**MATERIALS PROVIDED**

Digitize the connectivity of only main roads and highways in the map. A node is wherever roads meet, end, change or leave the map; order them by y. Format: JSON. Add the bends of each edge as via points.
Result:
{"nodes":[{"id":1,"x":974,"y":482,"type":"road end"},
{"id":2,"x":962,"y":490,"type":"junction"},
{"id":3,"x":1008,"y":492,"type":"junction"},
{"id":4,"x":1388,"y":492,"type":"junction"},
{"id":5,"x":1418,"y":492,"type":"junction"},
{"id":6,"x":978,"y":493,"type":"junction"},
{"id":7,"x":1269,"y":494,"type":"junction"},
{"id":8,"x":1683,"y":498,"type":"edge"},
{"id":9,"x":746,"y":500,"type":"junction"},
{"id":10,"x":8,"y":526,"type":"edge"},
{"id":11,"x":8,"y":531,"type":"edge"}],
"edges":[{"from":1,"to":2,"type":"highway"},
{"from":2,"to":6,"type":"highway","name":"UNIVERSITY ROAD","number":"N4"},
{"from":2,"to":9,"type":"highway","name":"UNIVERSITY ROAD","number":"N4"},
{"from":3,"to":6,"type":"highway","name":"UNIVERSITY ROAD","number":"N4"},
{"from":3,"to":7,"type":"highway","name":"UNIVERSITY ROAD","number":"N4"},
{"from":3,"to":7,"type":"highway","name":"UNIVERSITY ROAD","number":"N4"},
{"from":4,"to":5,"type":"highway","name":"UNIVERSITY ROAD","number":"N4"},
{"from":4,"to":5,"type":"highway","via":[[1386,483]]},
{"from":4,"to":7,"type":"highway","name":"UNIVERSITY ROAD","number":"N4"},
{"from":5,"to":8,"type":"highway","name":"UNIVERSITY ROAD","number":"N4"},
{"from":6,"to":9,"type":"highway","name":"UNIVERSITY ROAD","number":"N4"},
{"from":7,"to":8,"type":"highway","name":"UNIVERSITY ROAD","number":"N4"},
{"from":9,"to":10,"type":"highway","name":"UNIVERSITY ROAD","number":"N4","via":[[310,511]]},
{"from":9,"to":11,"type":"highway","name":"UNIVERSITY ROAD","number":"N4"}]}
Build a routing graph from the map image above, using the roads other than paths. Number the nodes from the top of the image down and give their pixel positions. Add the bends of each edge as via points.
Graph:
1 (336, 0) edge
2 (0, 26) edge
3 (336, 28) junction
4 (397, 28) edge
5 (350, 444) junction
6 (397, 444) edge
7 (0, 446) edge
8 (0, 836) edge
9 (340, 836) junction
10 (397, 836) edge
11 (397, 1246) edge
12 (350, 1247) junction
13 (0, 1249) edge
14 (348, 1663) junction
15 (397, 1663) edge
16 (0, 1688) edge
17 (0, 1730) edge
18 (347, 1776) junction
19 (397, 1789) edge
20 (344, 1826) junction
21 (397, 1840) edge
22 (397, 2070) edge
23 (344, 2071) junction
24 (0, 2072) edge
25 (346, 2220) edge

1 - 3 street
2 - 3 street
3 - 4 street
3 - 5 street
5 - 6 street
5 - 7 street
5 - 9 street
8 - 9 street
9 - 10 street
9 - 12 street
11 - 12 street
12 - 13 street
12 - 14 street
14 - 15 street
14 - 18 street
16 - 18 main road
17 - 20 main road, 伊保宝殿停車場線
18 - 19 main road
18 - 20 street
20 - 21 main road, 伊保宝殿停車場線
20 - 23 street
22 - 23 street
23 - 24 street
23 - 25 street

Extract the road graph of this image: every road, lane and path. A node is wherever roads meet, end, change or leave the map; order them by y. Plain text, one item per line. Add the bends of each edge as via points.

**WHAT IS BEING ASKED**
The entries above are to be transcribed in full and without error.

**SOLUTION FOR THIS EXERCISE**
Digitize the connectivity of only main roads and highways in the map. A node is wherever roads meet, end, change or leave the map; order them by y. Format: JSON. Add the bends of each edge as via points.
Result:
{"nodes":[{"id":1,"x":974,"y":482,"type":"road end"},
{"id":2,"x":962,"y":490,"type":"junction"},
{"id":3,"x":1008,"y":492,"type":"junction"},
{"id":4,"x":1388,"y":492,"type":"junction"},
{"id":5,"x":1418,"y":492,"type":"junction"},
{"id":6,"x":978,"y":493,"type":"junction"},
{"id":7,"x":1269,"y":494,"type":"junction"},
{"id":8,"x":1683,"y":498,"type":"edge"},
{"id":9,"x":746,"y":500,"type":"junction"},
{"id":10,"x":8,"y":526,"type":"edge"},
{"id":11,"x":8,"y":531,"type":"edge"}],
"edges":[{"from":1,"to":2,"type":"highway"},
{"from":2,"to":6,"type":"highway","name":"UNIVERSITY ROAD","number":"N4"},
{"from":2,"to":9,"type":"highway","name":"UNIVERSITY ROAD","number":"N4"},
{"from":3,"to":6,"type":"highway","name":"UNIVERSITY ROAD","number":"N4"},
{"from":3,"to":7,"type":"highway","name":"UNIVERSITY ROAD","number":"N4"},
{"from":3,"to":7,"type":"highway","name":"UNIVERSITY ROAD","number":"N4"},
{"from":4,"to":5,"type":"highway","name":"UNIVERSITY ROAD","number":"N4"},
{"from":4,"to":5,"type":"highway","via":[[1386,483]]},
{"from":4,"to":7,"type":"highway","name":"UNIVERSITY ROAD","number":"N4"},
{"from":5,"to":8,"type":"highway","name":"UNIVERSITY ROAD","number":"N4"},
{"from":6,"to":9,"type":"highway","name":"UNIVERSITY ROAD","number":"N4"},
{"from":7,"to":8,"type":"highway","name":"UNIVERSITY ROAD","number":"N4"},
{"from":9,"to":10,"type":"highway","name":"UNIVERSITY ROAD","number":"N4","via":[[310,511]]},
{"from":9,"to":11,"type":"highway","name":"UNIVERSITY ROAD","number":"N4"}]}
Build a routing graph from the map image above, using the roads other than paths. Number the nodes from the top of the image down and give their pixel positions. Add the bends of each edge as via points.
Graph:
1 (336, 0) edge
2 (0, 26) edge
3 (336, 28) junction
4 (397, 28) edge
5 (350, 444) junction
6 (397, 444) edge
7 (0, 446) edge
8 (0, 836) edge
9 (340, 836) junction
10 (397, 836) edge
11 (397, 1246) edge
12 (350, 1247) junction
13 (0, 1249) edge
14 (348, 1663) junction
15 (397, 1663) edge
16 (0, 1688) edge
17 (0, 1730) edge
18 (347, 1776) junction
19 (397, 1789) edge
20 (344, 1826) junction
21 (397, 1840) edge
22 (397, 2070) edge
23 (344, 2071) junction
24 (0, 2072) edge
25 (346, 2220) edge

1 - 3 street
2 - 3 street
3 - 4 street
3 - 5 street
5 - 6 street
5 - 7 street
5 - 9 street
8 - 9 street
9 - 10 street
9 - 12 street
11 - 12 street
12 - 13 street
12 - 14 street
14 - 15 street
14 - 18 street
16 - 18 main road
17 - 20 main road, 伊保宝殿停車場線
18 - 19 main road
18 - 20 street
20 - 21 main road, 伊保宝殿停車場線
20 - 23 street
22 - 23 street
23 - 24 street
23 - 25 street

Extract the road graph of this image: every road, lane and path. A node is wherever roads meet, end, change or leave the map; order them by y. Plain text, one item per line. Add the bends of each edge as via points.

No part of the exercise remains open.